Me too!  Oncoscore 20, a positive 3mm node, and I just couldn't do the chemo.    cookiegal, I'm hoping for the same...and for living with a little less fear. 

Mariebee

@ Coraleliz- Yes Feb 2011 is when recruiting for the trial started (my typo)

@ WaveWhisperer- (the following is written with humor...) Ha - why didn't you think of that...sign up for trial and continue with it if your randomized to the "path" you've chosen.  Well we all know you had many other thoughts consuming you as you made your decision.  I didn't really think of this, it was really the doctor's lead that had me take this path (so don't think I figured this out on my own- I was consumed with all sorts of other thoughts)

And just to update this thread with MY DECISION: had meeting with 2nd MO, and I've decided to skip chemo...so I'll be entering the trial and accepting my randomization of no chemo treatment.  I've seen others post this, and its worth repeating....this decision was based on many personal factors..each person has to select what it's best for them- everyone is different.  Some of the things I took into account

• opinions I got from 2 MO as well as my primary care
• my personal health history as well as family history
• my gut/intuition
• my oncotype DX score, and studying risk factors and predictions
• hormonal therapy options (against my personal history)
• mentally planning/preparing what I'd do with reoccurence
• I made the decision- I used my brain power to make the decision- But I came to respect the coin flip decision making process  (cookiegal got me thinking- yeah I think sometimes the coin flip is beneficial for life decisions (all sort of life decisions, and I came to peace with a coin flipping decision method))
• any many other thoughts

Next up for me: what hormone therapy to pick (the MO's differ slightly here with my treatment). but this thread, decision made for me- no chemo.

cookiegal

Mariebee....doesn't it feel good to have made a decision. It's not easy....but you did the work!

Now on with your life!

WaveWhisperer

Agree with Cooklegal. Maribee, you used a good, thoughtful process to make the decision that is right for you. Be comfortable with your decision and don't second-guess yourself. Just move forward with a positive attitude. Good for you!!!

cookiegal

I just wanted to add, being in a trial is the most profoundly helpful thing any of us can do. I'm all for walks and fundraisers, but being in the trial means that a woman in the future will get better, more targeted treatment.

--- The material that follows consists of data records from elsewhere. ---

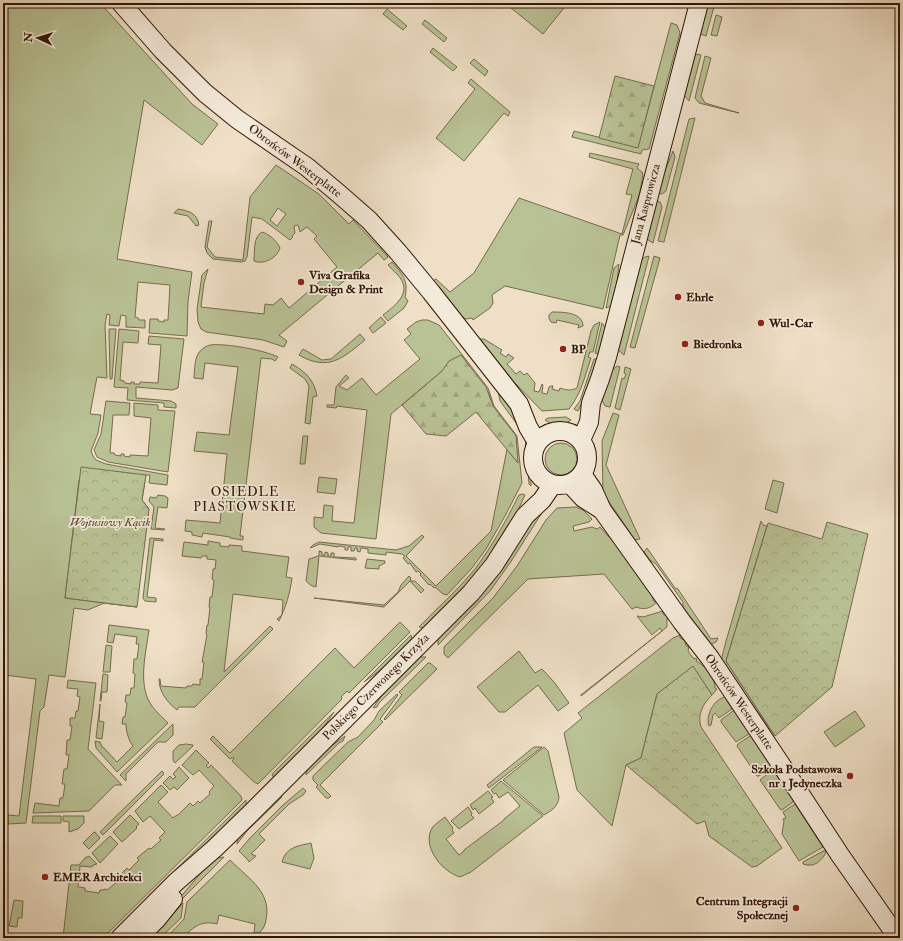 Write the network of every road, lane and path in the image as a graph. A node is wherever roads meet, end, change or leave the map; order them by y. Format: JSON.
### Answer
{"nodes":[{"id":1,"x":121,"y":3,"type":"edge"},
{"id":2,"x":699,"y":3,"type":"edge"},
{"id":3,"x":519,"y":404,"type":"junction"},
{"id":4,"x":567,"y":434,"type":"junction"},
{"id":5,"x":537,"y":442,"type":"junction"},
{"id":6,"x":561,"y":480,"type":"junction"},
{"id":7,"x":214,"y":849,"type":"junction"},
{"id":8,"x":120,"y":938,"type":"edge"},
{"id":9,"x":138,"y":938,"type":"edge"},
{"id":10,"x":898,"y":938,"type":"edge"}],
"edges":[{"from":1,"to":3,"type":"street","name":"Obrońców Westerplatte"},
{"from":2,"to":4,"type":"street","name":"Jana Kasprowicza"},
{"from":3,"to":4,"type":"street","name":"Obrońców Westerplatte"},
{"from":3,"to":5,"type":"street","name":"Obrońców Westerplatte"},
{"from":4,"to":5,"type":"street"},
{"from":4,"to":6,"type":"street"},
{"from":5,"to":6,"type":"street"},
{"from":6,"to":7,"type":"street","name":"Polskiego Czerwonego Krzyża"},
{"from":6,"to":10,"type":"street","name":"Obrońców Westerplatte"},
{"from":7,"to":8,"type":"street","name":"Polskiego Czerwonego Krzyża"},
{"from":7,"to":9,"type":"street","name":"Polskiego Czerwonego Krzyża"}]} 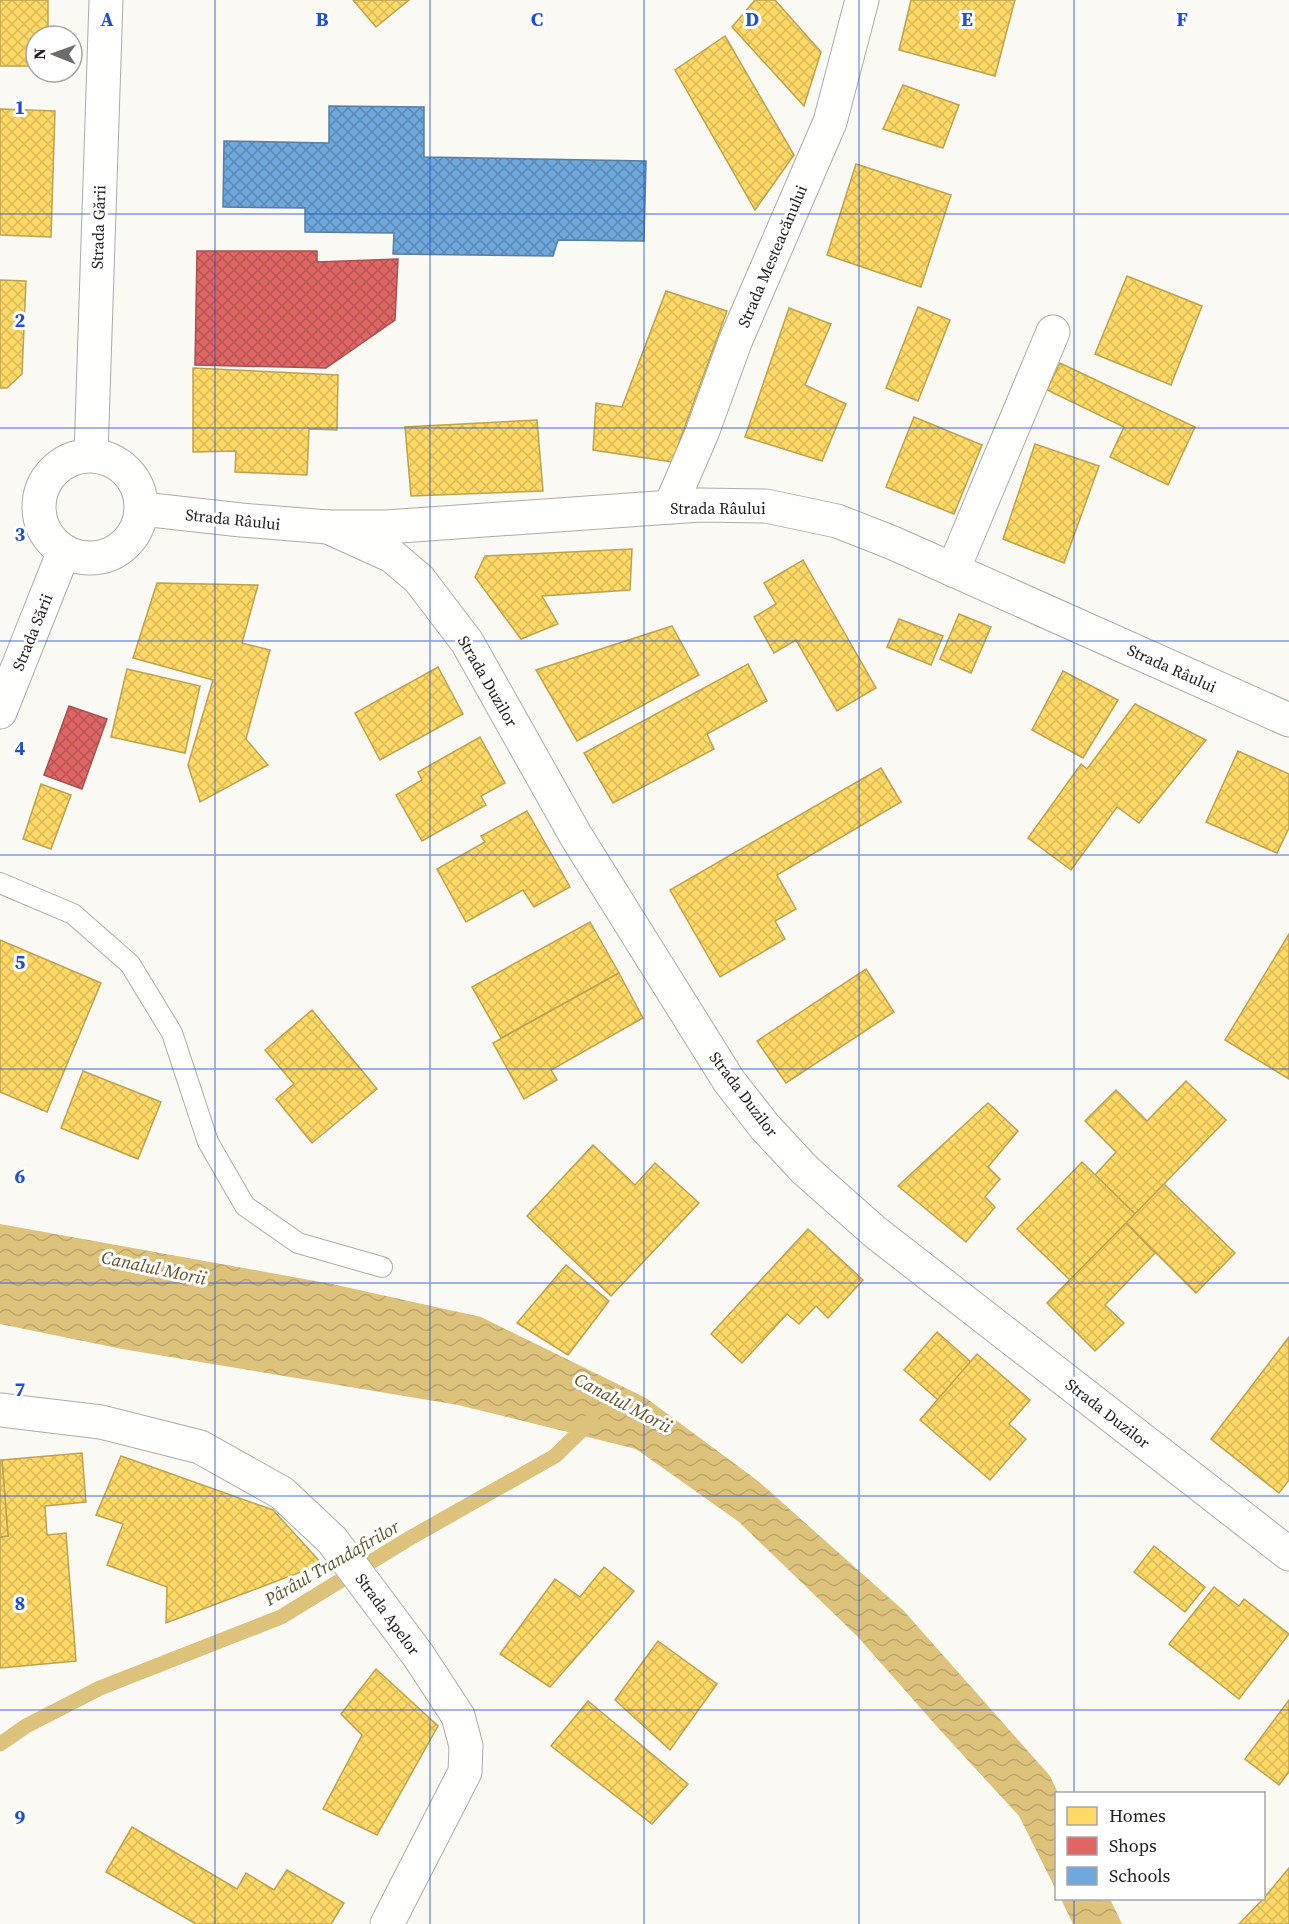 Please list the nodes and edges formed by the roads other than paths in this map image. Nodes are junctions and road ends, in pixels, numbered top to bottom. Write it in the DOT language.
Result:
graph roads {
  1 [pos="106,0"];
  2 [pos="862,0"];
  3 [pos="1053,332"];
  4 [pos="91,455"];
  5 [pos="670,507"];
  6 [pos="142,509"];
  7 [pos="328,527"];
  8 [pos="64,551"];
  9 [pos="953,570"];
  10 [pos="0,712"];
  11 [pos="1289,720"];
  12 [pos="0,884"];
  13 [pos="382,1267"];
  14 [pos="0,1410"];
  15 [pos="1289,1554"];
  16 [pos="387,1924"];
  1 -- 4 [label="street, Strada Gării"];
  2 -- 5 [label="street, Strada Mesteacănului"];
  3 -- 9 [label="street"];
  4 -- 6 [label="street"];
  4 -- 8 [label="street"];
  5 -- 7 [label="street, Strada Râului"];
  5 -- 9 [label="street, Strada Râului"];
  6 -- 7 [label="street, Strada Râului"];
  6 -- 8 [label="street"];
  7 -- 15 [label="street, Strada Duzilor"];
  8 -- 10 [label="street, Strada Sării"];
  9 -- 11 [label="street, Strada Râului"];
  12 -- 13 [label="lane"];
  14 -- 16 [label="street, Strada Apelor"];
}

As I am sitting here, it really strikes me how much things have changed since 2009 when I was DX'ed. At that point being node positive and declining chemo really put me in a very very small group.

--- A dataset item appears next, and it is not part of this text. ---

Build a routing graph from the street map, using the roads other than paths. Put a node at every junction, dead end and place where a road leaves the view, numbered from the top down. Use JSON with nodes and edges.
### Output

I am excited to see things progress. Godspeed to all of us.

(I just got some kale juice...I toast you all)

Hopeful99

I am so glad to see that there are others with positive lymph nodes who have passed on chemo. I get a concerned look from friends and families whenever I tell them that I have passed on chemo....they look at me like I did something wrong.  It was well thought out--it just seems that there are institutional bias as well as personal choice involved.  Some oncologists will not order oncotype for node positive others do---and then some institutions like Johns Hopkins do as a matter of course...send for oncotype for 1-3 node positive.....I am going to start radiation next week...fingers crossed.

Thank you to all you for sharing....I toast you all and wish you all well....from bottom of my heart.

jdwench

I am glad to see others opting out also, as I have just decided to not do chemo. Multiple docs at one institution said yes to chemo 6X TC, multiple docs at another said no. I think they have a lot of faith in the direction the trials are going. Plus the fact that I am post menopausal (surgically) and the two positive nodes are micromets. my onc didn't even recommend a trial that involved chemo. so instead i'm trying to enroll in a phase III trial for Arimidex with or without metformin. All this trial talk has inspired me. Now if only this boob would stop hurting (8 weeks out) so I can get on with RADS

kudos to all the ladies considering trials, and nice discussion on the decision making process. I feel like I've been flip flopping every 5 minutes for the last 4 months! 

glad to have this decision made! and sooo relieved there are other of me out there.